───── Raw data ─────

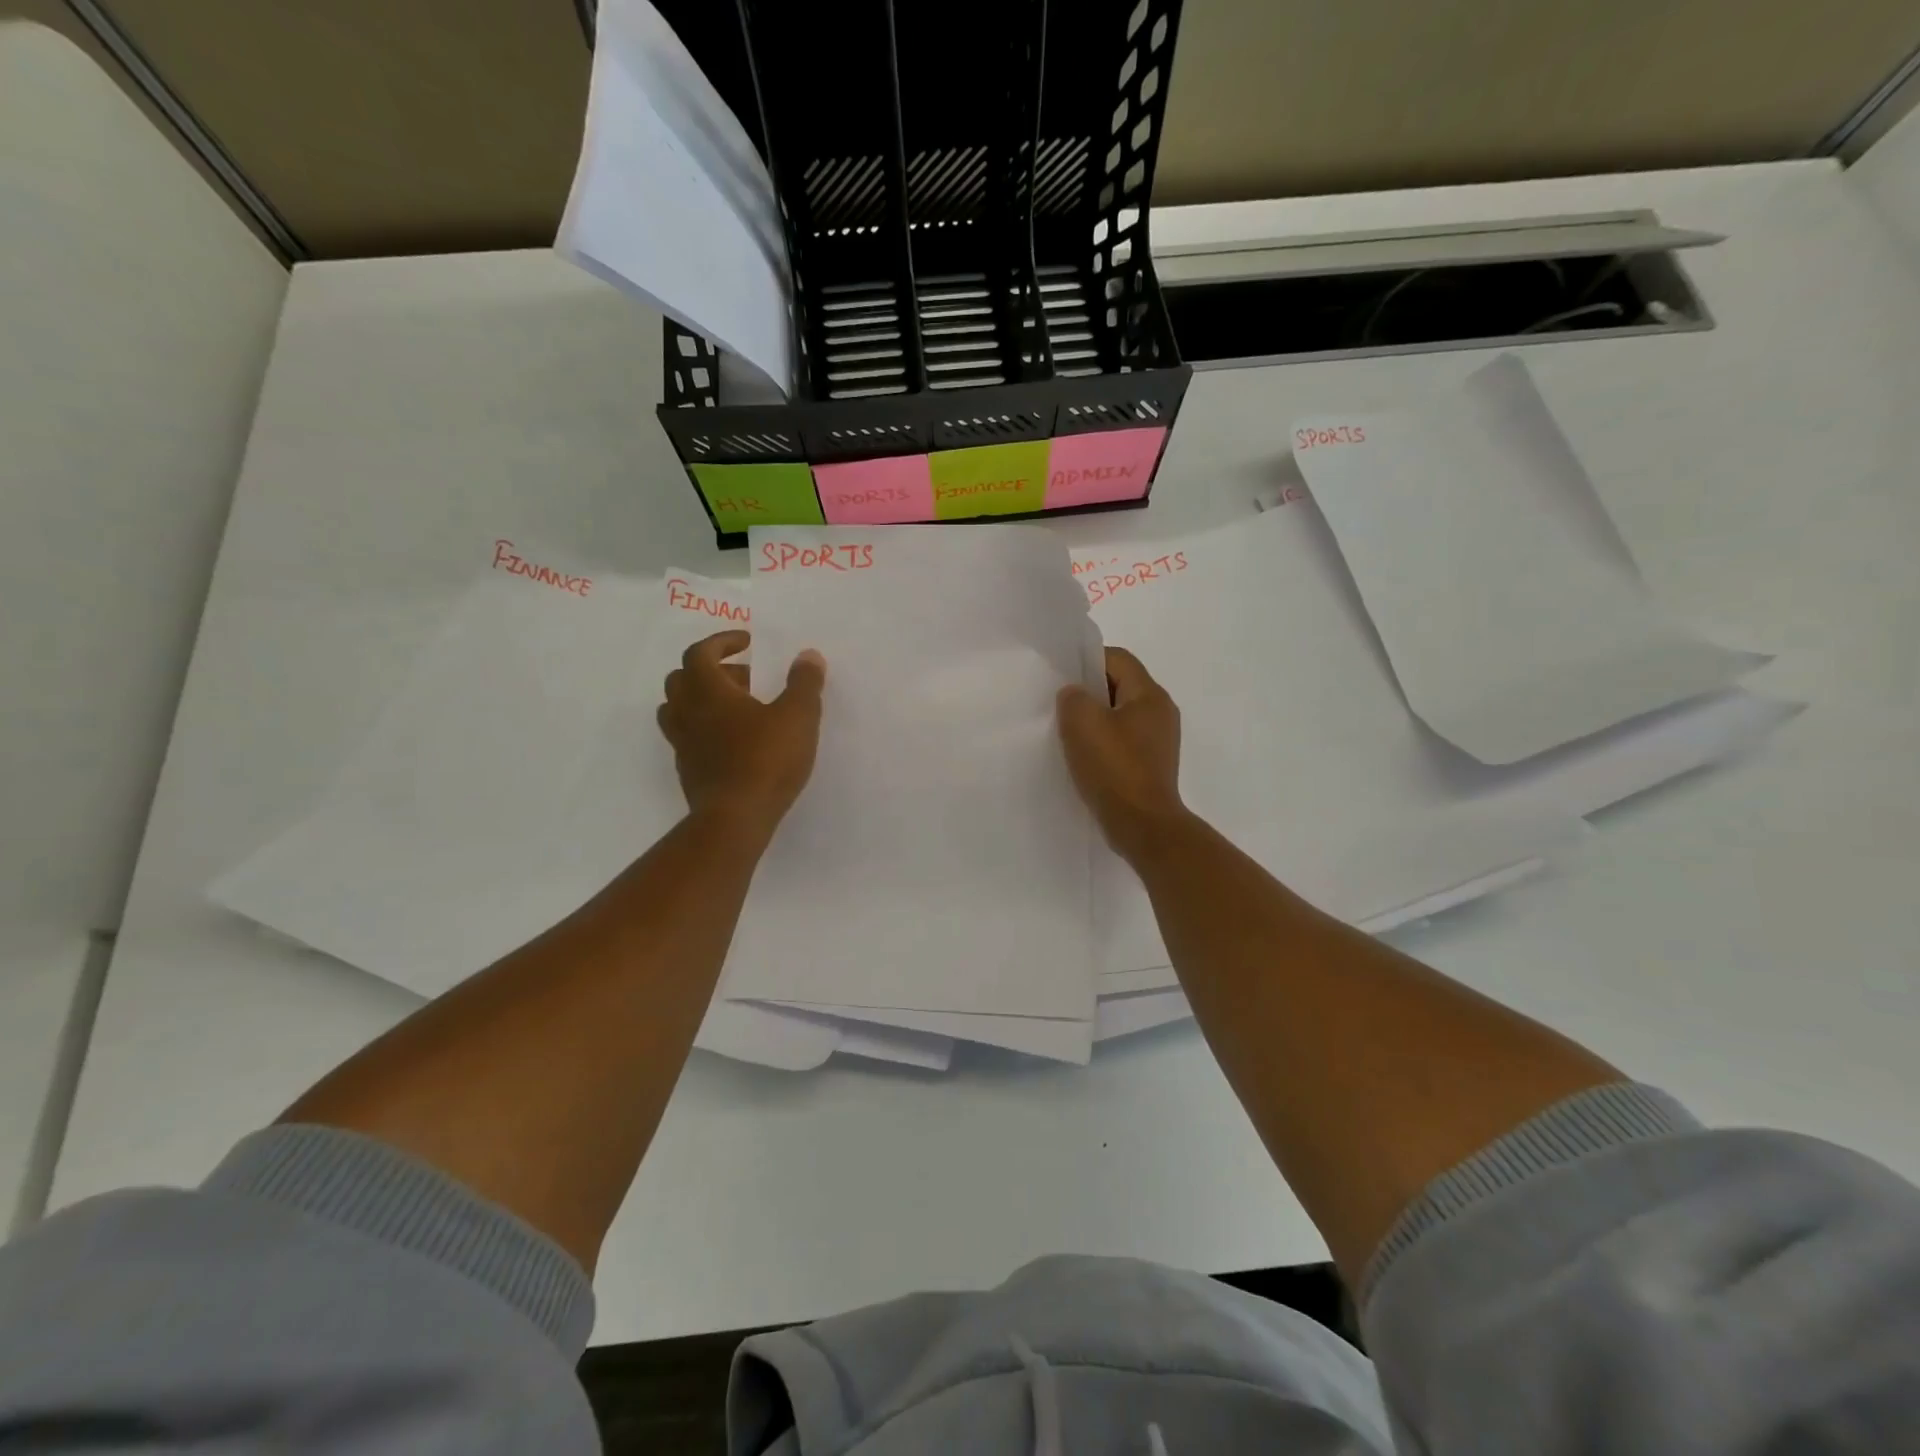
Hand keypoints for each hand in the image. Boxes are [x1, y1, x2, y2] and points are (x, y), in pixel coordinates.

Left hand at [658, 631, 825, 838]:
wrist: (735, 819)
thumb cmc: (766, 759)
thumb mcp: (798, 716)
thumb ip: (804, 683)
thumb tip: (808, 656)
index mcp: (708, 692)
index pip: (700, 653)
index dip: (721, 642)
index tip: (746, 642)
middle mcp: (687, 713)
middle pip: (681, 678)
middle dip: (711, 670)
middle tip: (745, 677)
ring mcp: (683, 744)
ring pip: (678, 709)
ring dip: (702, 700)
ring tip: (736, 708)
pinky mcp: (688, 771)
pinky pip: (687, 738)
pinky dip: (705, 729)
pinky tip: (734, 742)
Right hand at [1056, 647, 1186, 858]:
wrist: (1143, 826)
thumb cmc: (1114, 768)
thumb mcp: (1082, 722)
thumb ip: (1073, 697)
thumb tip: (1075, 696)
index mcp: (1150, 695)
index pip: (1117, 658)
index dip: (1086, 661)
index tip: (1061, 678)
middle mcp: (1161, 712)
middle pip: (1120, 686)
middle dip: (1089, 693)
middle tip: (1060, 706)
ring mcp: (1159, 741)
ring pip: (1120, 716)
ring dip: (1095, 721)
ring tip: (1068, 734)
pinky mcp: (1152, 765)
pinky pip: (1123, 742)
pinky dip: (1103, 744)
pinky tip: (1084, 758)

─────

All of the lines above must be repeated without alteration, though the pictures are to be excluded.

### Response to the exercise
Hand keypoints for each hand in the image. Boxes are [x1, y1, x2, y2] and points are (x, y), in pixel coordinates.

Left hand at [658, 631, 825, 838]:
wrist: (735, 819)
thumb cmc: (766, 759)
thumb mcp: (798, 716)
thumb ip: (804, 683)
thumb tip: (808, 656)
index mcp: (708, 692)
index pip: (700, 653)
index dip: (721, 642)
index tip: (746, 642)
middle mcp: (687, 713)
middle pip: (681, 678)
middle dip: (711, 670)
middle tip: (745, 677)
ring mcp: (683, 744)
ring pip: (678, 709)
ring dip: (702, 700)
ring tip: (736, 708)
pinky mcp: (688, 771)
pinky pip: (687, 738)
pinky dip: (705, 729)
pinky tip: (734, 742)
Right hand at [1056, 647, 1186, 858]:
wrist: (1143, 826)
thumb cmc: (1114, 768)
thumb mcp: (1082, 722)
thumb ip: (1073, 697)
thumb tip: (1075, 696)
index mcp: (1150, 695)
index pip: (1117, 658)
index dip: (1086, 661)
index tip: (1061, 678)
middle mcp: (1161, 712)
middle pip: (1120, 686)
middle dip: (1089, 693)
middle tip: (1060, 706)
ring mcp: (1159, 741)
ring pip: (1120, 716)
ring dip: (1095, 721)
ring tip: (1068, 734)
pinky mcp: (1152, 765)
pinky pip: (1123, 742)
pinky dip: (1103, 744)
pinky tip: (1084, 758)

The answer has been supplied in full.